How To Fix Frizzy Braids: DIY Touch Up Your Braids at Home (2022)

How To Fix Frizzy Braids: DIY Touch Up Your Braids at Home (1)

What’s the first sign that your braided protective style is getting old? Frizz…lots of it. Those annoying frizzy hairs can ruin your style, prompting you to take it down earlier than you would’ve otherwise.

But what if we told you that you can fix your frizzy braids and get more wear out of them? In this article, we’ll explain how to fix frizzy braids quickly and easily so you can go back to slaying frizz-free!

Table of Contents

  • 1 How To Fix Frizzy Braids: The Best Ways to Get Rid of Frizzy Braids
    • 1.1 Mousse and Holding Spray
    • 1.2 Full Refresh on Frizzy Box Braids
    • 1.3 Rebraid the Braids in the Front
  • 2 Frizz Prevention is Key to Keep Braids Fresh-Looking
    • 2.1 Cover Your Braids at Night
    • 2.2 Leave Your Hair Alone
    • 2.3 Braid with Tension
    • 2.4 Related Articles
    • 2.5 Conclusion

How To Fix Frizzy Braids: The Best Ways to Get Rid of Frizzy Braids

There are a few ways you can fix frizzy braids, and we’ll introduce you to a few of the best in this section. Let’s get right into it!
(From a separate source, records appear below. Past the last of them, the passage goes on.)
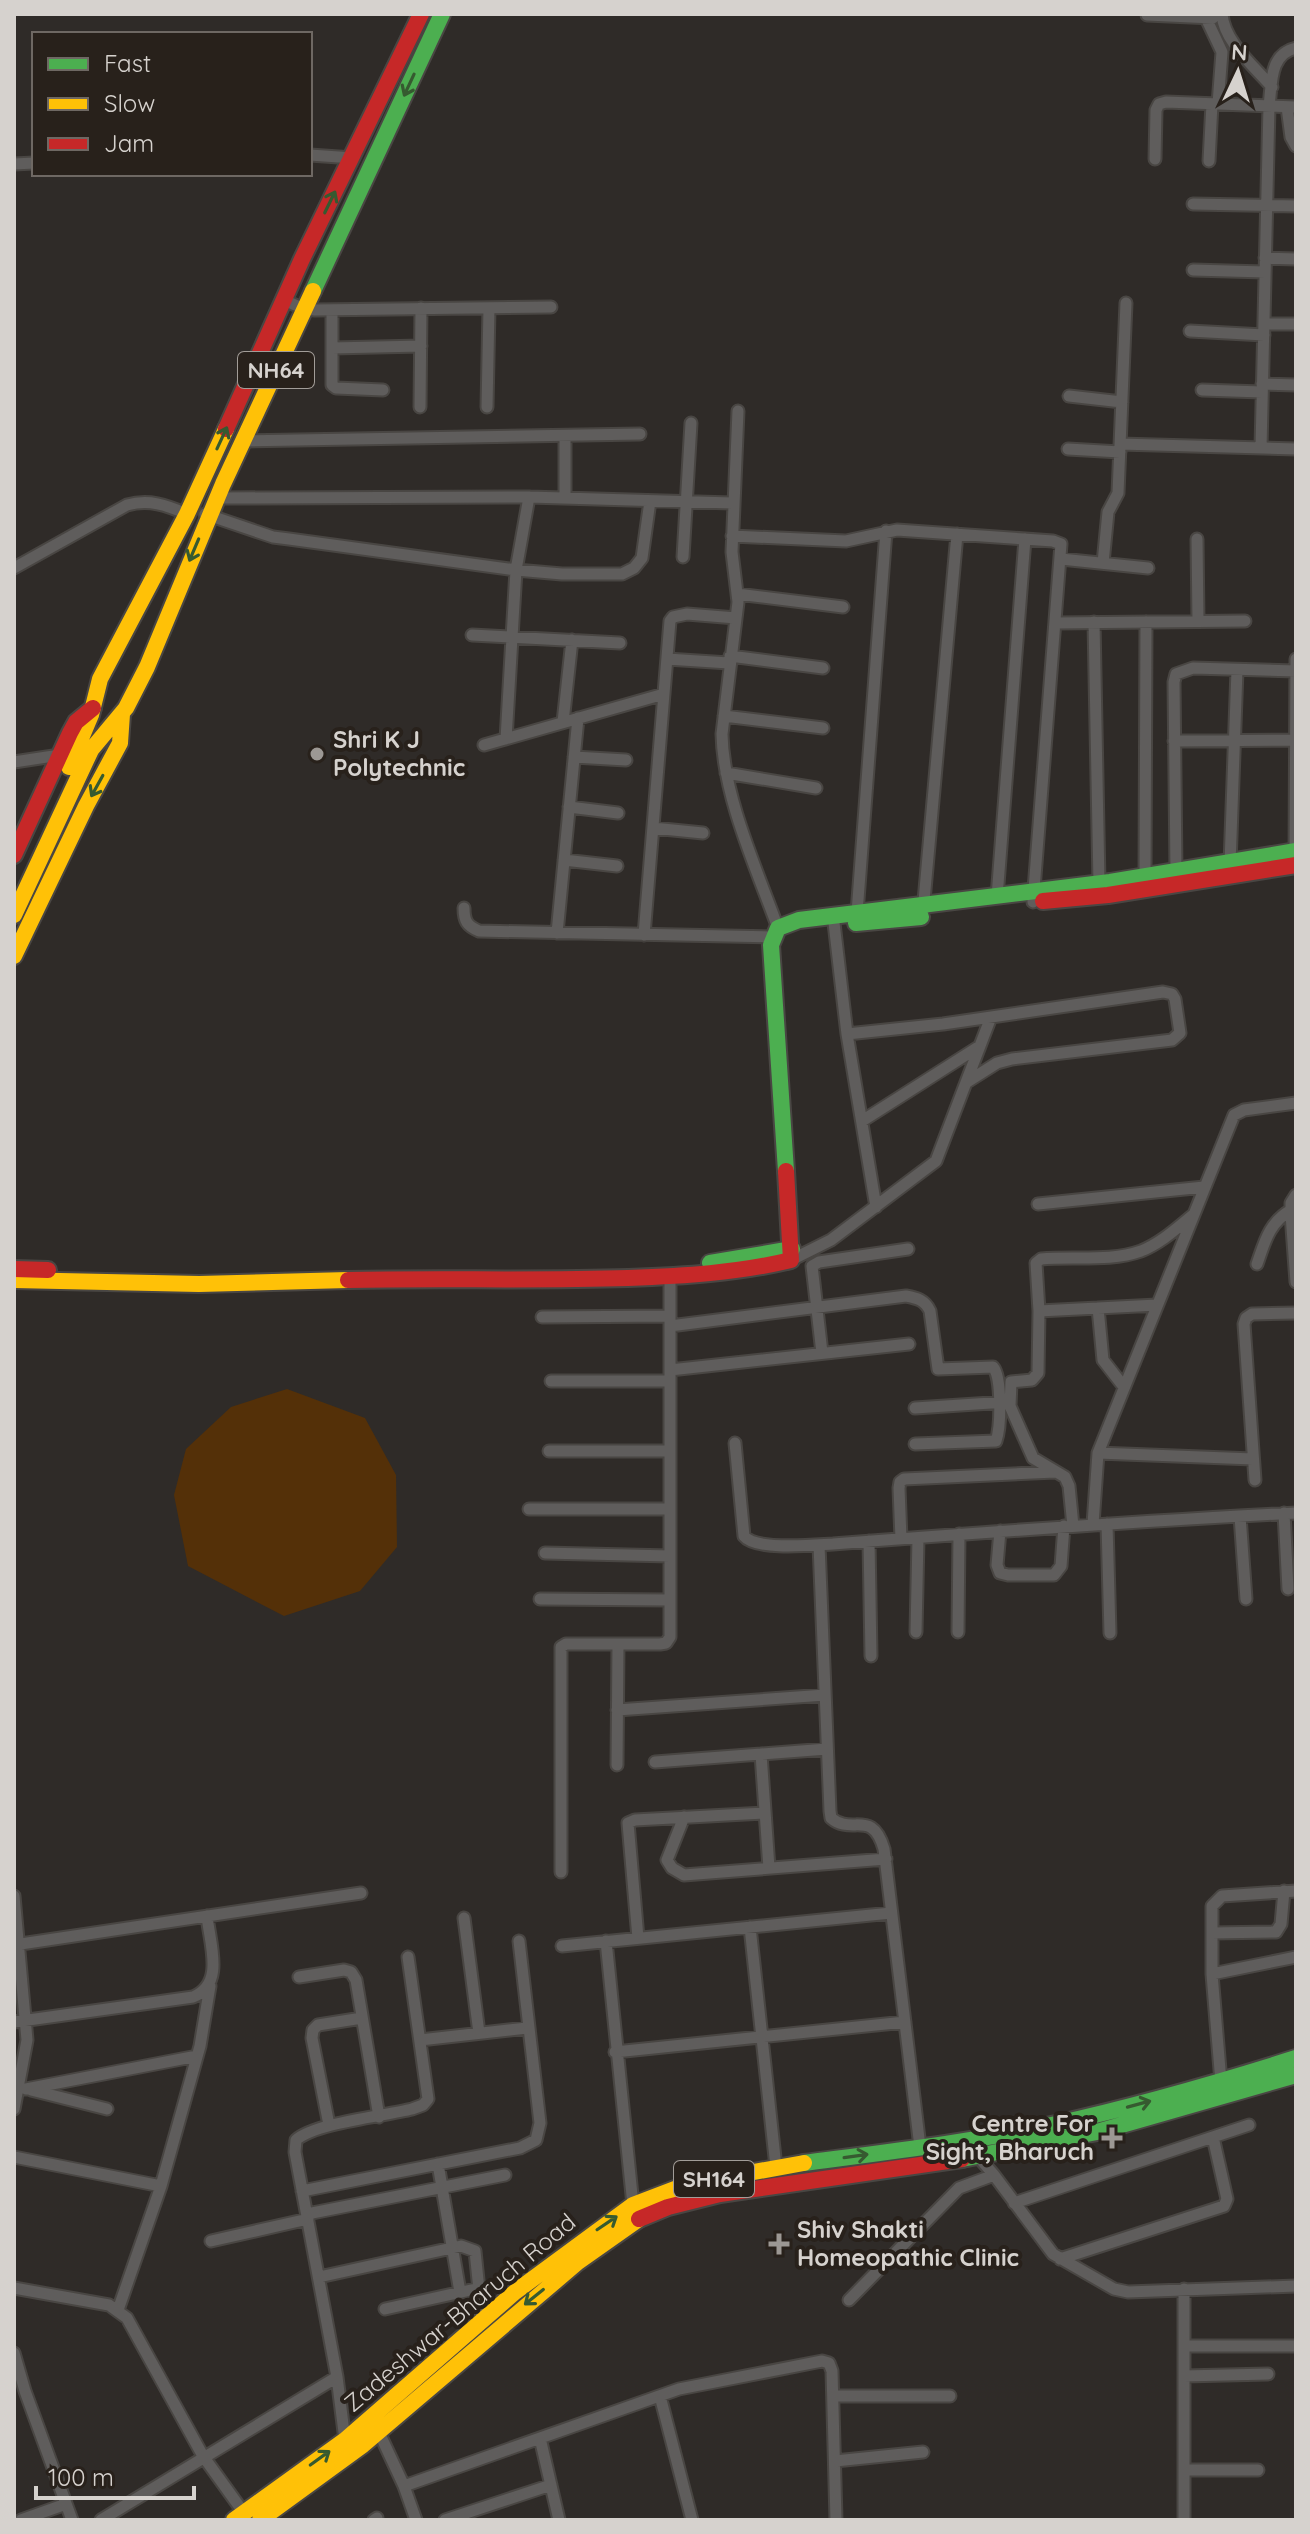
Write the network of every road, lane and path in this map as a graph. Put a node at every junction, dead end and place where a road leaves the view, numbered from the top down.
1 (442, 14) edge
2 (415, 15) edge
3 (1147, 15) edge
4 (1222, 16) edge
5 (1206, 18) junction
6 (1296, 48) edge
7 (1272, 87) junction
8 (1215, 104) junction
9 (1269, 106) junction
10 (1291, 107) edge
11 (1296, 146) edge
12 (312, 155) edge
13 (351, 158) junction
14 (1155, 159) dead end
15 (373, 161) junction
16 (1209, 161) dead end
17 (1193, 204) dead end
18 (1267, 206) junction
19 (1296, 206) edge
20 (1265, 258) junction
21 (1296, 259) edge
22 (1193, 270) dead end
23 (1265, 272) junction
24 (284, 300) junction
25 (1126, 303) dead end
26 (551, 307) dead end
27 (421, 308) junction
28 (489, 308) junction
29 (304, 309) junction
30 (332, 310) junction
31 (1296, 324) edge
32 (1264, 330) junction
33 (1190, 331) dead end
34 (421, 346) junction
35 (332, 348) junction
36 (1296, 385) edge
37 (1262, 388) junction
38 (383, 390) dead end
39 (1202, 390) dead end
40 (1069, 396) dead end
41 (1122, 402) junction
42 (420, 407) dead end
43 (487, 407) dead end
44 (738, 411) dead end
45 (691, 423) dead end
46 (640, 434) dead end
47 (565, 436) junction
48 (243, 441) junction
49 (1120, 448) junction
50 (1261, 448) junction
51 (1068, 449) dead end
52 (1296, 449) edge
53 (529, 497) junction
54 (217, 498) junction
55 (565, 498) junction
56 (650, 501) junction
57 (685, 502) junction
58 (732, 503) junction
59 (189, 510) junction
60 (209, 515) junction
61 (886, 531) junction
62 (957, 534) junction
63 (732, 536) junction
64 (1025, 539) junction
65 (1197, 539) dead end
66 (683, 557) dead end
67 (1061, 559) junction
68 (1103, 563) junction
69 (14, 568) edge
70 (1148, 568) dead end
71 (516, 570) junction
72 (737, 594) junction
73 (843, 607) dead end
74 (736, 618) junction
75 (1198, 621) junction
76 (1245, 621) dead end
77 (1094, 622) junction
78 (1146, 622) junction
79 (1056, 623) junction
80 (472, 635) dead end
81 (512, 636) junction
82 (572, 640) junction
83 (620, 643) dead end
84 (667, 659) junction
85 (1296, 659) edge
86 (730, 660) junction
87 (823, 668) dead end
88 (1237, 670) junction
89 (1296, 671) edge
90 (664, 694) junction
91 (93, 708) junction
92 (122, 714) junction
93 (724, 716) junction
94 (578, 718) junction
95 (563, 722) junction
96 (823, 728) dead end
97 (506, 739) junction
98 (1235, 740) junction
99 (1295, 740) edge
100 (1174, 741) junction
101 (484, 745) dead end
102 (86, 746) junction
103 (60, 755) junction
104 (574, 757) junction
105 (626, 760) dead end
106 (14, 762) edge
107 (726, 773) junction
108 (816, 788) dead end
109 (569, 807) junction
110 (618, 813) dead end
111 (653, 828) junction
112 (703, 833) dead end
113 (1296, 851) edge
114 (14, 855) edge
115 (564, 860) junction
116 (1230, 864) junction
117 (1296, 865) edge
118 (617, 866) dead end
119 (1176, 872) junction
120 (1145, 876) junction
121 (1099, 883) junction
122 (14, 891) edge
123 (997, 897) junction
124 (1033, 897) junction
125 (464, 908) dead end
126 (923, 912) junction
127 (857, 913) junction
128 (14, 915) edge
129 (799, 920) junction
130 (834, 923) junction
131 (557, 933) junction
132 (775, 933) junction
133 (644, 935) junction
134 (14, 956) edge
135 (991, 1017) junction
136 (847, 1034) junction
137 (981, 1045) junction
138 (967, 1082) junction
139 (1296, 1103) edge
140 (862, 1121) junction
141 (1204, 1187) junction
142 (1296, 1195) edge
143 (1038, 1204) dead end
144 (876, 1207) junction
145 (1291, 1210) junction
146 (1193, 1215) junction
147 (908, 1249) dead end
148 (791, 1254) junction
149 (1257, 1264) dead end
150 (14, 1269) edge
151 (670, 1276) junction
152 (14, 1280) edge
153 (1296, 1282) edge
154 (1157, 1305) junction
155 (816, 1308) junction
156 (1098, 1308) junction
157 (1039, 1311) junction
158 (1296, 1313) edge
159 (542, 1317) dead end
160 (670, 1321) junction
161 (909, 1344) dead end
162 (822, 1353) junction
163 (670, 1376) junction
164 (551, 1381) dead end
165 (1124, 1387) junction
166 (1004, 1404) junction
167 (915, 1408) dead end
168 (735, 1443) dead end
169 (915, 1444) dead end
170 (549, 1451) dead end
171 (670, 1451) junction
172 (1098, 1453) junction
173 (1253, 1459) junction
174 (1056, 1472) junction
175 (1255, 1480) dead end
176 (529, 1509) dead end
177 (670, 1509) junction
178 (1290, 1513) edge
179 (1240, 1516) junction
180 (1093, 1524) junction
181 (1107, 1524) junction
182 (1068, 1526) junction
183 (1000, 1531) junction
184 (959, 1534) junction
185 (918, 1538) junction
186 (901, 1539) junction
187 (869, 1541) junction
188 (819, 1545) junction
189 (545, 1553) dead end
190 (670, 1556) junction
191 (1288, 1589) dead end
192 (540, 1599) dead end
193 (1246, 1599) dead end
194 (670, 1600) junction
195 (916, 1632) dead end
196 (958, 1632) dead end
197 (1110, 1633) dead end
198 (618, 1644) junction
199 (871, 1656) dead end
200 (825, 1695) junction
201 (617, 1710) junction
202 (827, 1749) junction
203 (761, 1754) junction
204 (655, 1762) dead end
205 (617, 1765) dead end
206 (765, 1813) junction
207 (684, 1817) junction
208 (886, 1859) junction
209 (769, 1868) junction
210 (561, 1872) dead end
211 (1290, 1891) edge
212 (361, 1893) dead end
213 (14, 1896) edge
214 (891, 1913) junction
215 (207, 1916) junction
216 (464, 1918) dead end
217 (750, 1927) junction
218 (1212, 1933) junction
219 (638, 1938) junction
220 (519, 1941) dead end
221 (606, 1941) junction
222 (17, 1945) edge
223 (562, 1946) dead end
224 (408, 1957) dead end
225 (1296, 1957) edge
226 (1212, 1974) junction
227 (299, 1977) dead end
228 (210, 1986) junction
229 (362, 2018) junction
230 (20, 2021) edge
231 (905, 2022) junction
232 (527, 2028) junction
233 (479, 2033) junction
234 (760, 2037) junction
235 (420, 2040) junction
236 (615, 2052) junction
237 (197, 2056) junction
238 (1296, 2058) edge
239 (1296, 2075) edge
240 (1221, 2082) junction
241 (22, 2088) junction
242 (14, 2109) edge
243 (107, 2109) dead end
244 (379, 2117) junction
245 (329, 2125) junction
246 (1249, 2125) dead end
247 (1213, 2137) junction
248 (964, 2141) junction
249 (920, 2147) junction
250 (14, 2157) edge
251 (978, 2157) junction
252 (438, 2164) junction
253 (776, 2167) junction
254 (505, 2175) dead end
255 (994, 2175) junction
256 (161, 2186) junction
257 (441, 2187) junction
258 (302, 2191) junction
259 (1014, 2203) junction
260 (633, 2205) junction
261 (307, 2217) junction
262 (211, 2241) dead end
263 (452, 2248) junction
264 (1060, 2259) junction
265 (319, 2277) junction
266 (1296, 2286) edge
267 (14, 2288) edge
268 (480, 2288) junction
269 (1184, 2289) junction
270 (460, 2292) junction
271 (849, 2300) dead end
272 (385, 2309) dead end
273 (118, 2310) junction
274 (482, 2319) junction
275 (1184, 2346) junction
276 (1296, 2346) edge
277 (14, 2353) edge
278 (1268, 2374) dead end
279 (1184, 2376) junction
280 (337, 2377) junction
281 (660, 2396) junction
282 (833, 2396) junction
283 (950, 2396) dead end
284 (372, 2417) junction
285 (379, 2433) junction
286 (540, 2438) junction
287 (345, 2440) junction
288 (923, 2452) dead end
289 (203, 2456) junction
290 (835, 2461) junction
291 (1184, 2470) junction
292 (1258, 2470) dead end
293 (551, 2485) junction
294 (404, 2486) junction
295 (66, 2504) junction
296 (246, 2518) edge
297 (21, 2520) edge
298 (72, 2520) edge
299 (101, 2520) edge
300 (416, 2520) edge
301 (445, 2520) edge
302 (559, 2520) edge
303 (692, 2520) edge
304 (836, 2520) edge
305 (1184, 2520) edge

1 -> 15 main road, NH64
2 - 13 main road, NH64
3 - 5 street
4 - 5 street
4 - 7 street
5 - 8 street
6 - 7 street
7 - 9 street
8 - 9 street
8 - 14 street
8 - 16 street
9 - 10 street
9 - 18 street
10 - 11 street
12 - 13 street
13 - 15 street
24 -> 13 main road, NH64
15 - 29 main road, NH64
17 - 18 street
18 - 19 street
18 - 20 street
20 - 21 street
20 - 23 street
22 - 23 street
23 - 32 street
24 - 29 street
59 -> 24 main road, NH64
25 - 41 street
26 - 28 street
27 - 28 street
27 - 30 street
27 - 34 street
28 - 43 street
29 - 30 street
29 - 48 main road, NH64
30 - 35 street
31 - 32 street
32 - 33 street
32 - 37 street
34 - 35 street
34 - 42 street
35 - 38 street
36 - 37 street
37 - 39 street
37 - 50 street
40 - 41 street
41 - 49 street
44 - 58 street
45 - 57 street
46 - 47 street
47 - 48 street
47 - 55 street
48 - 54 main road, NH64
49 - 50 street
49 - 51 street
49 - 68 street
50 - 52 street
53 - 54 street
53 - 55 street
53 - 71 street
54 - 60 main road, NH64
55 - 56 street
56 - 57 street
56 - 71 street
57 - 58 street
57 - 66 street
58 - 63 street
59 - 60 street
59 - 69 street
59 - 91 main road, NH64
60 - 71 street
60 -> 92 main road, NH64
61 - 62 street
61 - 63 street
61 - 127 street
62 - 64 street
62 - 126 street
63 - 72 street
64 - 67 street
64 - 123 street
65 - 75 street
67 - 68 street
67 - 79 street
68 - 70 street
71 - 81 street
72 - 73 street
72 - 74 street
74 - 84 street
74 - 86 street
75 - 76 street
75 - 78 street
77 - 78 street
77 - 79 street
77 - 121 street
78 - 120 street
79 - 124 street
80 - 81 street
81 - 82 street
81 - 97 street
82 - 83 street
82 - 95 street
84 - 86 street
84 - 90 street
85 - 89 street
86 - 87 street
86 - 93 street
88 - 89 street
88 - 98 street
88 - 100 street
89 - 99 street
90 - 94 street
90 - 111 street
91 - 102 main road, NH64
91 - 103 main road, NH64
92 - 102 main road, NH64
92 -> 134 main road
93 - 96 street
93 - 107 street
94 - 95 street
94 - 104 street
95 - 97 street
97 - 101 street
98 - 99 street
98 - 100 street
98 - 116 street
99 - 113 street
100 - 119 street
102 - 122 main road, NH64
102 - 128 main road, NH64
103 - 106 street
103 - 114 main road, NH64
104 - 105 street
104 - 109 street
107 - 108 street
107 - 132 street
109 - 110 street
109 - 115 street
111 - 112 street
111 - 133 street
113 - 116 main road
113 - 117 street
115 - 118 street
115 - 131 street
116 - 119 main road
117 - 124 main road
119 - 120 main road
120 - 121 main road
121 - 124 main road
123 - 124 main road
123 - 126 main road
124 - 126 main road
125 - 131 street
126 - 127 main road
126 - 130 main road
127 - 129 main road
129 - 130 main road
129 - 132 main road
130 - 136 street
131 - 133 street
132 - 133 street
132 - 148 main road
135 - 136 street
135 - 137 street
135 - 138 street
136 - 140 street
137 - 138 street
137 - 140 street
138 - 144 street
139 - 141 street
140 - 144 street
141 - 143 street
141 - 146 street
142 - 145 street
144 - 148 street
145 - 149 street
145 - 153 street
146 - 154 street
146 - 157 street
147 - 155 street
148 - 150 main road
148 - 151 main road
151 - 152 main road
151 - 160 street
154 - 156 street
154 - 165 street
155 - 160 street
155 - 162 street
155 - 166 street
156 - 157 street
156 - 165 street
157 - 166 street
158 - 173 street
159 - 160 street
160 - 163 street
161 - 162 street
162 - 163 street
163 - 164 street
163 - 171 street
165 - 172 street
166 - 167 street
166 - 169 street
166 - 174 street
168 - 188 street
170 - 171 street
171 - 177 street
172 - 173 street
172 - 180 street
173 - 175 street
174 - 182 street
174 - 186 street
176 - 177 street
177 - 190 street
178 - 179 street
178 - 191 street
179 - 181 street
179 - 193 street
180 - 181 street
180 - 182 street
181 - 197 street
182 - 183 street
182 - 183 street
183 - 184 street
184 - 185 street
184 - 196 street
185 - 186 street
185 - 195 street
186 - 187 street
187 - 188 street
187 - 199 street
188 - 200 street
189 - 190 street
190 - 194 street
192 - 194 street
194 - 198 street
198 - 201 street
198 - 210 street
200 - 201 street
200 - 202 street
201 - 205 street
202 - 203 street
202 - 208 street
203 - 204 street
203 - 206 street
206 - 207 street
206 - 209 street
207 - 209 street
207 - 219 street
208 - 209 street
208 - 214 street
211 - 218 street
211 - 218 street
212 - 215 street
213 - 222 street
214 - 217 street
214 - 231 street
215 - 222 street
215 - 228 street
216 - 233 street
217 - 219 street
217 - 234 street
218 - 226 street
219 - 221 street
220 - 232 street
221 - 223 street
221 - 236 street
222 - 230 street
224 - 235 street
225 - 226 street
226 - 240 street
227 - 229 street
228 - 230 street
228 - 237 street
229 - 244 street
229 - 245 street
230 - 241 street
231 - 234 street
231 - 249 street
232 - 233 street
232 - 252 street
233 - 235 street
234 - 236 street
234 - 253 street
235 - 244 street
236 - 260 street
237 - 241 street
237 - 256 street
238 - 240 main road, Zadeshwar-Bharuch Road / SH164
239 - 251 main road, Zadeshwar-Bharuch Road / SH164
248 -> 240 main road, Zadeshwar-Bharuch Road / SH164
241 - 242 street
241 - 243 street
244 - 245 street
245 - 258 street
246 - 247 street
247 - 259 street
247 - 264 street
248 - 249 main road, Zadeshwar-Bharuch Road / SH164
248 - 251 street
253 -> 249 main road, Zadeshwar-Bharuch Road / SH164
250 - 256 street
251 - 255 street
251 -> 285 main road, Zadeshwar-Bharuch Road / SH164
252 - 257 street
252 - 258 street
253 - 260 main road, Zadeshwar-Bharuch Road / SH164
254 - 257 street
255 - 259 street
255 - 271 street
256 - 273 street
257 - 261 street
257 - 263 street
258 - 261 street
259 - 264 street
274 -> 260 main road, Zadeshwar-Bharuch Road / SH164
261 - 262 street
261 - 265 street
263 - 265 street
263 - 268 street
263 - 270 street
264 - 269 street
265 - 280 street
266 - 269 street
267 - 273 street
268 - 270 street
268 - 274 street
269 - 275 street
270 - 272 street
273 - 289 street
274 - 284 main road, Zadeshwar-Bharuch Road / SH164
275 - 276 street
275 - 279 street
277 - 295 street
278 - 279 street
279 - 291 street
280 - 287 street
280 - 289 street
281 - 282 street
281 - 286 street
281 - 303 street
282 - 283 street
282 - 290 street
284 - 285 street
284 - 287 main road, Zadeshwar-Bharuch Road / SH164
285 - 294 street
285 - 296 main road, Zadeshwar-Bharuch Road / SH164
286 - 293 street
286 - 294 street
296 -> 287 main road, Zadeshwar-Bharuch Road / SH164
288 - 290 street
289 - 296 street
289 - 299 street
290 - 304 street
291 - 292 street
291 - 305 street
293 - 301 street
293 - 302 street
294 - 300 street
295 - 297 street
295 - 298 street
How To Fix Frizzy Braids: DIY Touch Up Your Braids at Home (2)

Note: These tips work for any frizzy braids created on natural hair and braids created with extensions. Just to provide an example, these tips will work for hair extensions used to create box braids, goddess braids, bantu knot outs, single braids, flat twists, and any other braided hairstyle.

Mousse and Holding Spray

One of the easiest and quickest ways to eliminate the frizz on your braids is to use mousse and holding spray. Grab your favorite styling mousse and smooth it onto the frizzy parts of your braids.

Follow it up with a holding spray to freeze your hair in a smoother state. Afterward, cover your hair with a silk or satin scarf and tie it snugly. Wait until your hair is 100% dry and then remove the scarf. After removing the scarf, you’ll be met with sleek, frizz-free braids.

You can then style the hair around your natural hairline. To do so, apply some edge control and use a toothbrush or edge brush to add some swoops or waves.

This method works great for most braids, including box braids, straight backs, lemonade braids, faux locs, bantu knots, and more.

Note: Make sure that the mousse, holding spray, and edge control that you choose are alcohol-free and formulated with moisturizing ingredients. You don’t want to apply drying hair products to your hair, as doing so can lead to dryness and an increased risk of breakage.

Also, if your braids already have product buildup, you’ll want to clarify your braids before defrizzing. Applying more products on top of buildup is never a good idea.

Watch this video to see a full demonstration of this defrizzing method.

How To Fix Frizzy Braids: DIY Touch Up Your Braids at Home (3)

Full Refresh on Frizzy Box Braids

If your box braids are extremely frizzy and need a full refresh, all you need is a scalp purifier, diluted conditioner (4 parts water to 1 part conditioner), oil, or hair sheen of your choice, gel, and black rubber bands. Here are the steps you need to follow for a full box braid refresh.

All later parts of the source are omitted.